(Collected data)
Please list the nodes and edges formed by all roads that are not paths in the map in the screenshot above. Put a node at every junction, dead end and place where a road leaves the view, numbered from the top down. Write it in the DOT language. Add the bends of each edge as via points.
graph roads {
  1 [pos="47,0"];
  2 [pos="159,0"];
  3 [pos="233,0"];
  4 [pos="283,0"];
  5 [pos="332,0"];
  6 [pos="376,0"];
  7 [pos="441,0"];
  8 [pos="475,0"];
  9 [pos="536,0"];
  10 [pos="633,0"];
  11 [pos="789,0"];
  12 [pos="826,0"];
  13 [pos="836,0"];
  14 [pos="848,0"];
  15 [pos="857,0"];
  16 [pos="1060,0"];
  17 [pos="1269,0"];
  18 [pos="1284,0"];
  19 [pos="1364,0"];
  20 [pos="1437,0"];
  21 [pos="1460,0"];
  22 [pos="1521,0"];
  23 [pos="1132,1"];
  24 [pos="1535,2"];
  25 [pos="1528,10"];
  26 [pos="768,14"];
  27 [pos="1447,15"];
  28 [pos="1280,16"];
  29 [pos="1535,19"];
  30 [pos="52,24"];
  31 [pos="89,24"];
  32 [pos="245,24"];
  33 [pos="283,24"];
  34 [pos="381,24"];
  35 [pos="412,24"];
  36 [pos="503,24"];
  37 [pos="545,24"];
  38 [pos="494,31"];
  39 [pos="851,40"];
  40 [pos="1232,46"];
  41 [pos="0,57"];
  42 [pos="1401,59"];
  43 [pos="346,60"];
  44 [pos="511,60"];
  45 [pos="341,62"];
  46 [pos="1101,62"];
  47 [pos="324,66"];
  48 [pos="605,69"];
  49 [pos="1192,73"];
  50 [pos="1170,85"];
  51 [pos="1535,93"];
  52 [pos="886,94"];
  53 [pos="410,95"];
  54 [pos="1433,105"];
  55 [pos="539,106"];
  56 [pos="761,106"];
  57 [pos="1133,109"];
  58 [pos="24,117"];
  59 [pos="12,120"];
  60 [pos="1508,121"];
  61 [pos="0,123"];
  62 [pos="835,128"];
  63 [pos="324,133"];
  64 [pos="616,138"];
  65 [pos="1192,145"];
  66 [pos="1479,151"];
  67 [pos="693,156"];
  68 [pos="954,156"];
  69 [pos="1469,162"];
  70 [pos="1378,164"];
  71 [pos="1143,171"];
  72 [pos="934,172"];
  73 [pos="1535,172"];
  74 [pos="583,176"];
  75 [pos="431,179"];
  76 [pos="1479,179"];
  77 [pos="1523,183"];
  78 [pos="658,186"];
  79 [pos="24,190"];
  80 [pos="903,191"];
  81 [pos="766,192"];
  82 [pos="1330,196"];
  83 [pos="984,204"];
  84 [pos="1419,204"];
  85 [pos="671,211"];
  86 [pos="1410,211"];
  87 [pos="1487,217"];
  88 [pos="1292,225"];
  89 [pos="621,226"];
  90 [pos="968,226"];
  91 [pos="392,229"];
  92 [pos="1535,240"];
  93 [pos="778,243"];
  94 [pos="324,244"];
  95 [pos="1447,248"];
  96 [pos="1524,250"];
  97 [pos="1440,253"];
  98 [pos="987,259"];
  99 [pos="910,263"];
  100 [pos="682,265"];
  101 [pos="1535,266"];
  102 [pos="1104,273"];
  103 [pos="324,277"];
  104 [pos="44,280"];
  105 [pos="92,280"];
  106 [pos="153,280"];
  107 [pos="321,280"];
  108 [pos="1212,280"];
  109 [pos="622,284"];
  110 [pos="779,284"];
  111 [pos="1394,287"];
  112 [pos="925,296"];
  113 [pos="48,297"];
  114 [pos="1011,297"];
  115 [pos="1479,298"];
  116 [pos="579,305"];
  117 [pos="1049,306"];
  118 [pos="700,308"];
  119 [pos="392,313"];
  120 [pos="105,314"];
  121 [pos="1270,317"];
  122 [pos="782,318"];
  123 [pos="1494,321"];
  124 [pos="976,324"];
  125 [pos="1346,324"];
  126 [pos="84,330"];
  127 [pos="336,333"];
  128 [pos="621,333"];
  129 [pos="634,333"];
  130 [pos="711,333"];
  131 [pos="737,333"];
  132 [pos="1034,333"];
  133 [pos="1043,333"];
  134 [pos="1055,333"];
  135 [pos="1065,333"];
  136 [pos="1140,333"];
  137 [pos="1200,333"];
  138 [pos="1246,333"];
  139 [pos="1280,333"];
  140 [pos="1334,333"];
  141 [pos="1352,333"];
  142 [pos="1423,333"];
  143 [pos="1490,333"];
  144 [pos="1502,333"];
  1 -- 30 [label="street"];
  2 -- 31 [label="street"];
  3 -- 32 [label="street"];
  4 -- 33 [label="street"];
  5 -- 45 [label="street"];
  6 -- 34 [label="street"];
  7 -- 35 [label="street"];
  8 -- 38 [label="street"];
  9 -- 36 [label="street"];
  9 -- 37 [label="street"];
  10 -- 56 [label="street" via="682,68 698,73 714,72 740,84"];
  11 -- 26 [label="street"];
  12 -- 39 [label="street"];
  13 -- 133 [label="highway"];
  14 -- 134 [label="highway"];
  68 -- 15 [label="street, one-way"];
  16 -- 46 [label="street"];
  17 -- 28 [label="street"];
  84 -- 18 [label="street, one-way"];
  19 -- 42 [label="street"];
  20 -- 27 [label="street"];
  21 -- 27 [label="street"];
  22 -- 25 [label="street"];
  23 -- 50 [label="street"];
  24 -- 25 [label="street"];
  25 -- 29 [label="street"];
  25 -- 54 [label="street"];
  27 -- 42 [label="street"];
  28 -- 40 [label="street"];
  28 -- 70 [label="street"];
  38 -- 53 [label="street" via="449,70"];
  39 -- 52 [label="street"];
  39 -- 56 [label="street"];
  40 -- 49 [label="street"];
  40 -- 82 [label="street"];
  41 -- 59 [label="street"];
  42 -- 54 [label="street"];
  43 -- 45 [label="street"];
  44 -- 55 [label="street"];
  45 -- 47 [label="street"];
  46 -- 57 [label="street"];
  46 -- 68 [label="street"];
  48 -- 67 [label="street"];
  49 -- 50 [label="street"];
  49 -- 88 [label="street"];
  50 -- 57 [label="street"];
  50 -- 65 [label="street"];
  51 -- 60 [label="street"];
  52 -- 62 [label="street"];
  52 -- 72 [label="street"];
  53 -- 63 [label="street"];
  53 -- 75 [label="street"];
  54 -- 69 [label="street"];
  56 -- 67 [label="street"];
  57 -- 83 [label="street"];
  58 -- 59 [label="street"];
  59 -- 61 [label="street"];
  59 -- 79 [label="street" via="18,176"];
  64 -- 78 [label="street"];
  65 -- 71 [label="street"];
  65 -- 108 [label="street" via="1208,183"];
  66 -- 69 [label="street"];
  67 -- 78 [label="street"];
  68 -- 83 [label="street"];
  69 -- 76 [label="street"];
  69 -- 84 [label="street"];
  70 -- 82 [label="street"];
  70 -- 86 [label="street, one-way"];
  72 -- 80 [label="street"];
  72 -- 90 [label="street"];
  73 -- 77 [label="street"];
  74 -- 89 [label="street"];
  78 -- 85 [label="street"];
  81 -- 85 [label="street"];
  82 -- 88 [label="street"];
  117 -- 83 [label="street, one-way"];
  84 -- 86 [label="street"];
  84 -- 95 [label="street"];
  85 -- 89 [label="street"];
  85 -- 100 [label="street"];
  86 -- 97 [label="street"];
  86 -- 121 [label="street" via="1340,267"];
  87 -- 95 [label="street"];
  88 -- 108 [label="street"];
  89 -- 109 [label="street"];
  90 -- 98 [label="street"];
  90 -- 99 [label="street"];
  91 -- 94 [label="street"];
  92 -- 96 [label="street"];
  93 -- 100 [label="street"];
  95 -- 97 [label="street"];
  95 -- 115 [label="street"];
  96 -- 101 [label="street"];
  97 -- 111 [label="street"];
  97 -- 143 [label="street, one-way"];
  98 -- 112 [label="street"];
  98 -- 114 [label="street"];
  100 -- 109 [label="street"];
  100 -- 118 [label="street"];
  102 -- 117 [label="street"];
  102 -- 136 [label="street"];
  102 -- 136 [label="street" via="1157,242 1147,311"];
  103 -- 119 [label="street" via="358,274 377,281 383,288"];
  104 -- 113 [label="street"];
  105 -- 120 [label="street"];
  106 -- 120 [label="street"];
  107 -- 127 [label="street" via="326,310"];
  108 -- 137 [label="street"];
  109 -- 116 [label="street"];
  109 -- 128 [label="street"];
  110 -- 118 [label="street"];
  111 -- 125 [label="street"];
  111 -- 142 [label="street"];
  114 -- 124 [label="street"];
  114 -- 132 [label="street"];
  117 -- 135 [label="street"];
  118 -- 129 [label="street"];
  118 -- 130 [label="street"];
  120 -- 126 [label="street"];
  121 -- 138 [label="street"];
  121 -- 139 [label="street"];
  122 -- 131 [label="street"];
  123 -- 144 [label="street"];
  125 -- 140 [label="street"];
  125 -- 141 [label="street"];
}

WHAT IS NEEDED: The lines above that hold "roads" are the result; show every one of them.

EXERCISE OUTPUT:
Please list the nodes and edges formed by all roads that are not paths in the map in the screenshot above. Put a node at every junction, dead end and place where a road leaves the view, numbered from the top down. Write it in the DOT language. Add the bends of each edge as via points.
graph roads {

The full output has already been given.